The tonearm of a turntable lowers and lifts onto a freshly picked-out record. The stylus needle begins to graze the surface of the vinyl, tiny scratches whisking notes into the air as the needle follows the grooves of the disc. 

Digital discoveries dominate the modern era as accessible music streaming increases efficiency. Both older and younger generations frequently use music services like Spotify and Apple Music. Yet, physical music in the forms of vinyl records, CDs and cassette tapes has gained traction in the past few years,.

The Recording Industry Association of America breaks down digital and physical music services’ revenue. In 2022, physical music accounted for 11% of all music shipments. Another [year] graph by the RIAA examines total annual U.S. recorded music revenues by format and how vinyl sales have increased gradually since 2005. In 2022, long-play and extended-play records alone gained around $1.2 billion dollars in revenue. The last time revenues for records amassed a billion dollars before 2022 was 1985. 
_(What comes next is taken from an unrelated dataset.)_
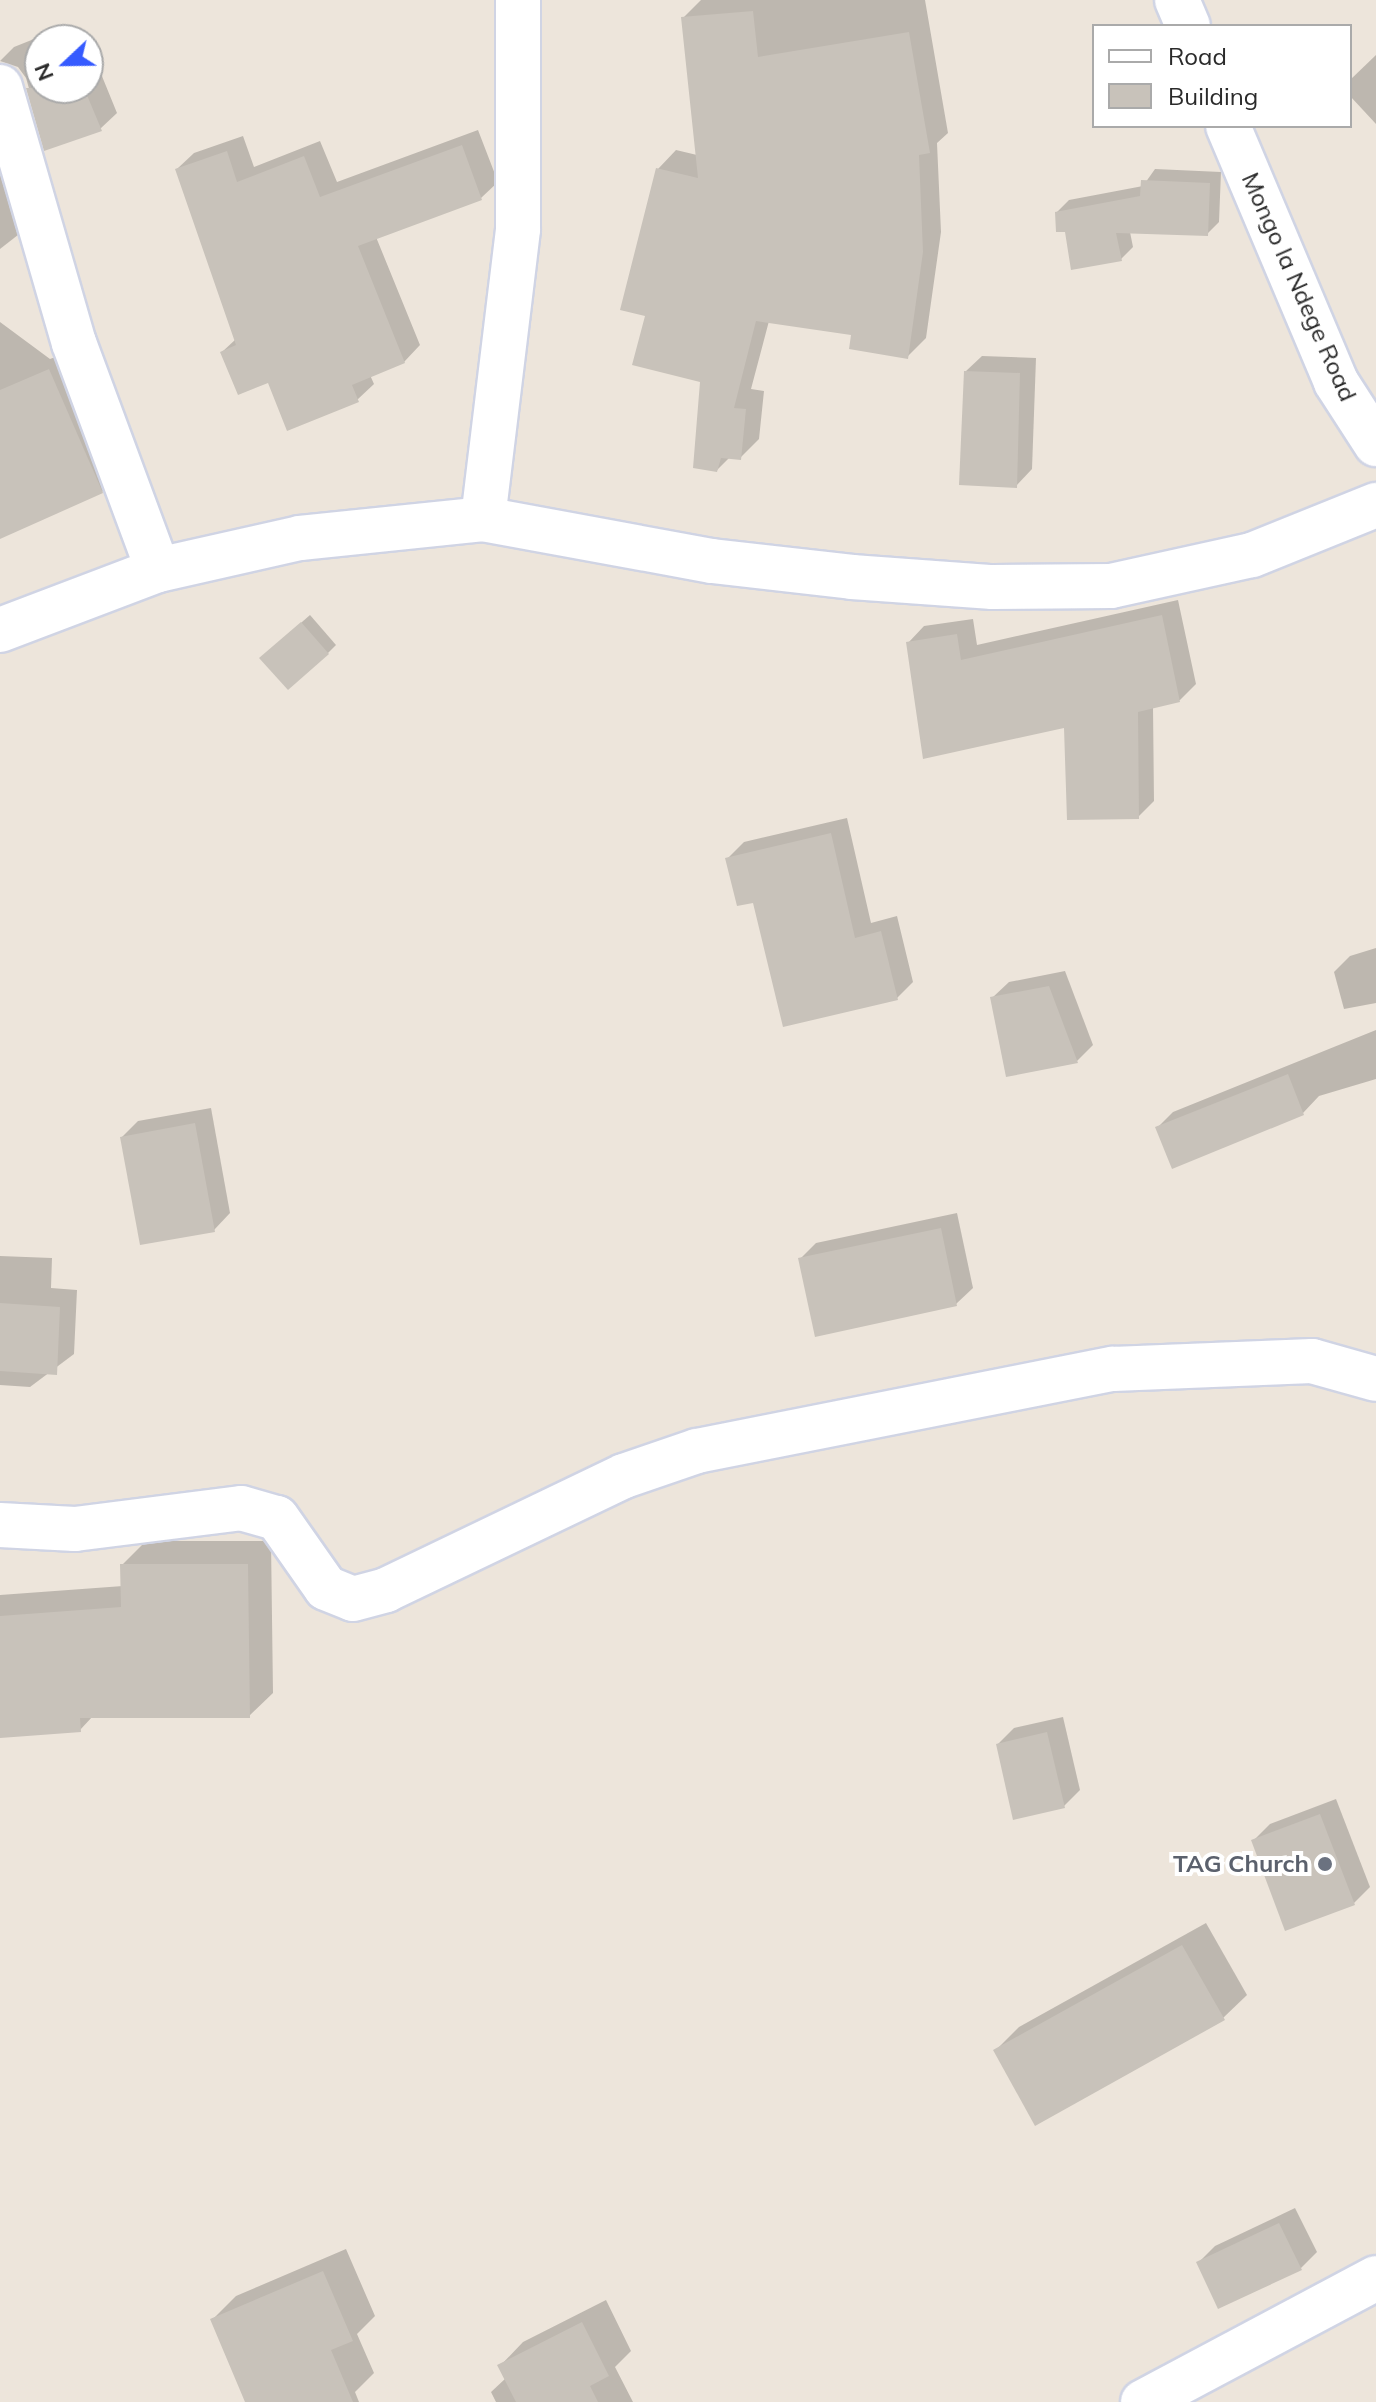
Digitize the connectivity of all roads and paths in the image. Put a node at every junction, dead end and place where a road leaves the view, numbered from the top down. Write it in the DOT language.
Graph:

Older generations can find solace in entering record stores or using CDs as it brings them back to a time when they were young, reminding them of past experiences. Younger generations feel fulfilled by a similar sense of comfort when listening to music in a physical form. 

Sophomore Lotti Aust recalled her own experiences with collecting various pieces of vinyl and CDs, which began with vinyls in middle school. 

“[Physical media] can’t be taken away like digital songs, [digital songs] can be taken down by any platform whenever. So I like to physically own the [music],” Aust said. “And I feel like when you have a physical item it makes it more personal, simply based on the fact that it’s physically there and you can hold it,” said Aust.

Many audiophiles regard physical media as more appropriate for showcasing particular styles of music as producers shrink songs to upload them digitally, causing a loss of information.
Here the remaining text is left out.